Omit the images. Copy each entry word for word.

**PROVIDED DATA:**
────────────────────────────────────────

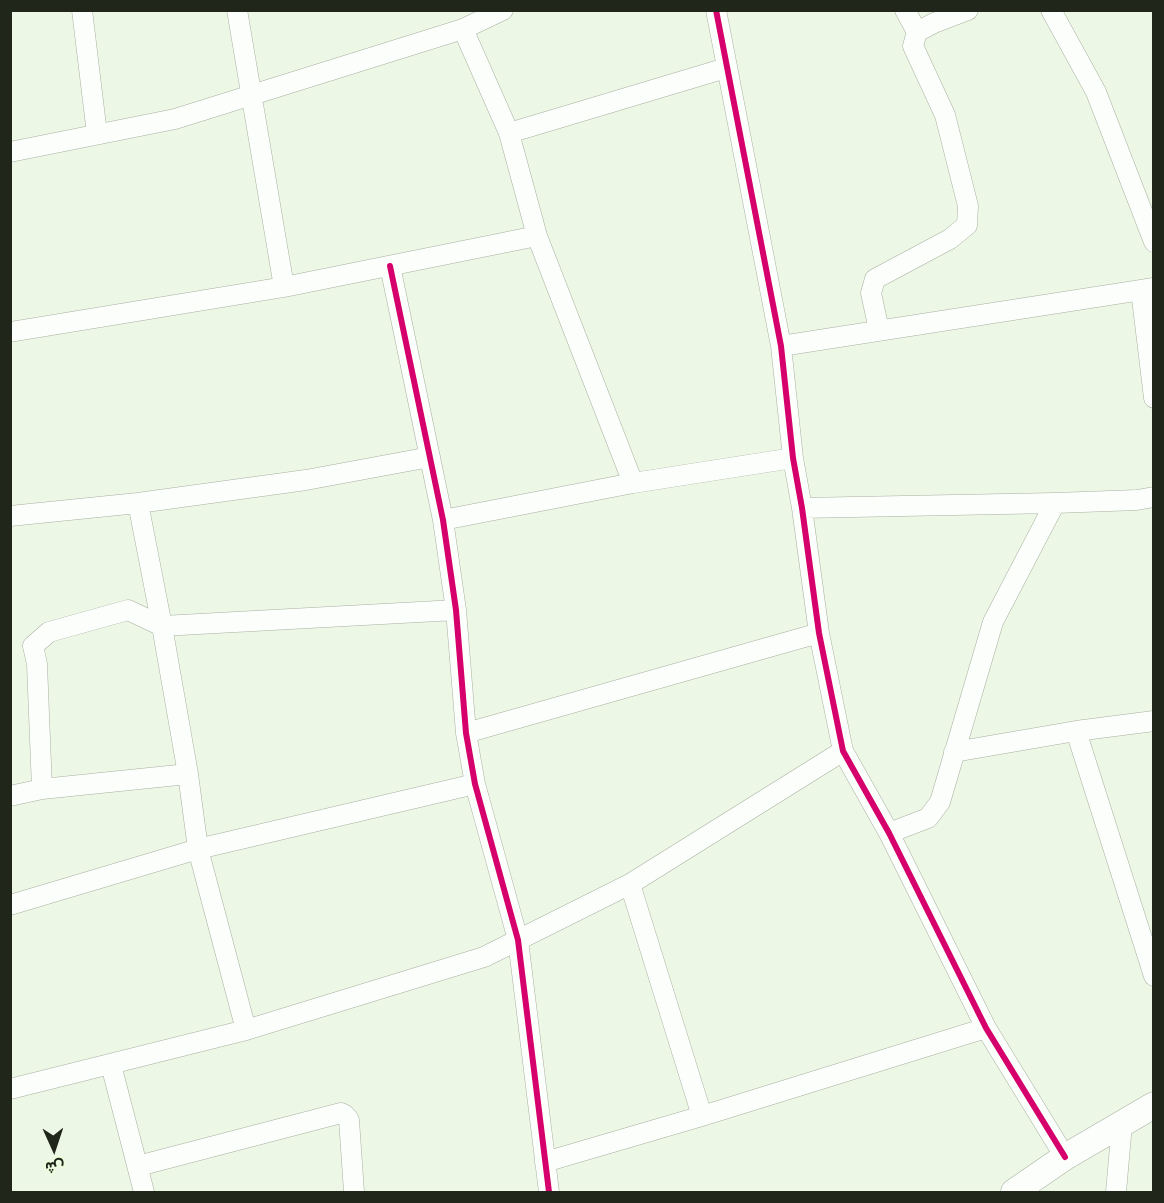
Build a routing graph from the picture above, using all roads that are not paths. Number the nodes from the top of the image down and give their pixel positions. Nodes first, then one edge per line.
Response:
1 (82, 10) edge
2 (237, 10) edge
3 (503, 10) edge
4 (716, 10) edge
5 (905, 10) edge
6 (968, 10) edge
7 (1050, 10) edge
8 (463, 29) junction
9 (917, 32) junction
10 (726, 68) junction
11 (251, 96) junction
12 (509, 133) junction
13 (97, 134) junction
14 (10, 152) edge
15 (537, 236) junction
16 (1154, 242) edge
17 (390, 266) junction
18 (284, 287) junction
19 (1147, 289) edge
20 (879, 330) junction
21 (10, 332) edge
22 (781, 346) junction
23 (1154, 398) edge
24 (430, 457) junction
25 (793, 458) junction
26 (633, 483) junction
27 (1154, 497) edge
28 (138, 503) junction
29 (1055, 503) junction
30 (802, 508) junction
31 (10, 516) edge
32 (443, 520) junction
33 (456, 610) junction
34 (162, 626) junction
35 (819, 633) junction
36 (1154, 721) edge
37 (1076, 731) junction
38 (466, 733) junction
39 (843, 751) junction
40 (954, 752) junction
41 (188, 774) junction
42 (475, 784) junction
43 (42, 789) junction
44 (10, 796) edge
45 (889, 833) junction
46 (198, 849) junction
47 (630, 884) junction
48 (10, 905) edge
49 (1146, 928) edge
50 (518, 939) junction
51 (1154, 976) edge
52 (986, 1028) junction
53 (246, 1030) junction
54 (111, 1065) junction
55 (10, 1089) edge
56 (1154, 1105) edge
57 (702, 1116) junction
58 (1122, 1124) junction
59 (1065, 1157) junction
60 (545, 1162) junction
61 (138, 1166) junction
62 (144, 1192) edge
63 (354, 1192) edge
64 (549, 1192) edge
65 (1014, 1192) edge
66 (1116, 1192) edge

1 - 13 street
2 - 11 street
3 - 8 street
4 - 10 street
5 - 9 street
6 - 9 street
7 - 16 street
8 - 11 street
8 - 12 street
9 - 20 street
10 - 12 street
10 - 22 street
11 - 13 street
11 - 18 street
12 - 15 street
13 - 14 street
15 - 17 street
15 - 26 street
17 - 18 street
17 - 24 street
18 - 21 street
19 - 20 street
19 - 23 street
20 - 22 street
22 - 25 street
24 - 28 street
24 - 32 street
25 - 26 street
25 - 30 street
26 - 32 street
27 - 29 street
28 - 31 street
28 - 34 street
29 - 30 street
29 - 40 street
30 - 35 street
32 - 33 street
33 - 34 street
33 - 38 street
34 - 41 street
34 - 43 street
35 - 38 street
35 - 39 street
36 - 37 street
37 - 40 street
37 - 49 street
38 - 42 street
39 - 45 street
39 - 47 street
40 - 45 street
41 - 43 street
41 - 46 street
42 - 46 street
42 - 50 street
43 - 44 street
45 - 52 street
46 - 48 street
46 - 53 street
47 - 50 street
47 - 57 street
49 - 51 street
50 - 53 street
50 - 60 street
52 - 57 street
52 - 59 street
53 - 54 street
54 - 55 street
54 - 61 street
56 - 58 street
57 - 60 street
58 - 59 street
58 - 66 street
59 - 65 street
60 - 64 street
61 - 62 street
61 - 63 street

────────────────────────────────────────

**TASK OUTPUT:**
Build a routing graph from the picture above, using all roads that are not paths. Number the nodes from the top of the image down and give their pixel positions. Nodes first, then one edge per line.
Response:
1 (82, 10) edge
2 (237, 10) edge
3 (503, 10) edge
4 (716, 10) edge
5 (905, 10) edge
6 (968, 10) edge
7 (1050, 10) edge
8 (463, 29) junction
9 (917, 32) junction
10 (726, 68) junction
11 (251, 96) junction
12 (509, 133) junction
13 (97, 134) junction
14 (10, 152) edge
15 (537, 236) junction
16 (1154, 242) edge
17 (390, 266) junction
18 (284, 287) junction
19 (1147, 289) edge
20 (879, 330) junction
21 (10, 332) edge
22 (781, 346) junction
23 (1154, 398) edge
24 (430, 457) junction
25 (793, 458) junction
26 (633, 483) junction
27 (1154, 497) edge
28 (138, 503) junction
29 (1055, 503) junction
30 (802, 508) junction
31 (10, 516) edge
32 (443, 520) junction
33 (456, 610) junction
34 (162, 626) junction
35 (819, 633) junction
36 (1154, 721) edge
37 (1076, 731) junction
38 (466, 733) junction
39 (843, 751) junction
40 (954, 752) junction
41 (188, 774) junction
42 (475, 784) junction
43 (42, 789) junction
44 (10, 796) edge
45 (889, 833) junction
46 (198, 849) junction
47 (630, 884) junction
48 (10, 905) edge
49 (1146, 928) edge
50 (518, 939) junction
51 (1154, 976) edge
52 (986, 1028) junction
53 (246, 1030) junction
54 (111, 1065) junction
55 (10, 1089) edge
56 (1154, 1105) edge
57 (702, 1116) junction
58 (1122, 1124) junction
59 (1065, 1157) junction
60 (545, 1162) junction
61 (138, 1166) junction
62 (144, 1192) edge
63 (354, 1192) edge
64 (549, 1192) edge
65 (1014, 1192) edge
66 (1116, 1192) edge

1 - 13 street
2 - 11 street
3 - 8 street
4 - 10 street
5 - 9 street
6 - 9 street
7 - 16 street
8 - 11 street
8 - 12 street
9 - 20 street
10 - 12 street
10 - 22 street
11 - 13 street
11 - 18 street
12 - 15 street
13 - 14 street
15 - 17 street
15 - 26 street
17 - 18 street
17 - 24 street
18 - 21 street
19 - 20 street
19 - 23 street
20 - 22 street
22 - 25 street
24 - 28 street
24 - 32 street
25 - 26 street
25 - 30 street
26 - 32 street
27 - 29 street
28 - 31 street
28 - 34 street
29 - 30 street
29 - 40 street
30 - 35 street
32 - 33 street
33 - 34 street
33 - 38 street
34 - 41 street
34 - 43 street
35 - 38 street
35 - 39 street
36 - 37 street
37 - 40 street
37 - 49 street
38 - 42 street
39 - 45 street
39 - 47 street
40 - 45 street
41 - 43 street
41 - 46 street
42 - 46 street
42 - 50 street
43 - 44 street
45 - 52 street
46 - 48 street
46 - 53 street
47 - 50 street
47 - 57 street
49 - 51 street
50 - 53 street
50 - 60 street
52 - 57 street
52 - 59 street
53 - 54 street
54 - 55 street
54 - 61 street
56 - 58 street
57 - 60 street
58 - 59 street
58 - 66 street
59 - 65 street
60 - 64 street
61 - 62 street
61 - 63 street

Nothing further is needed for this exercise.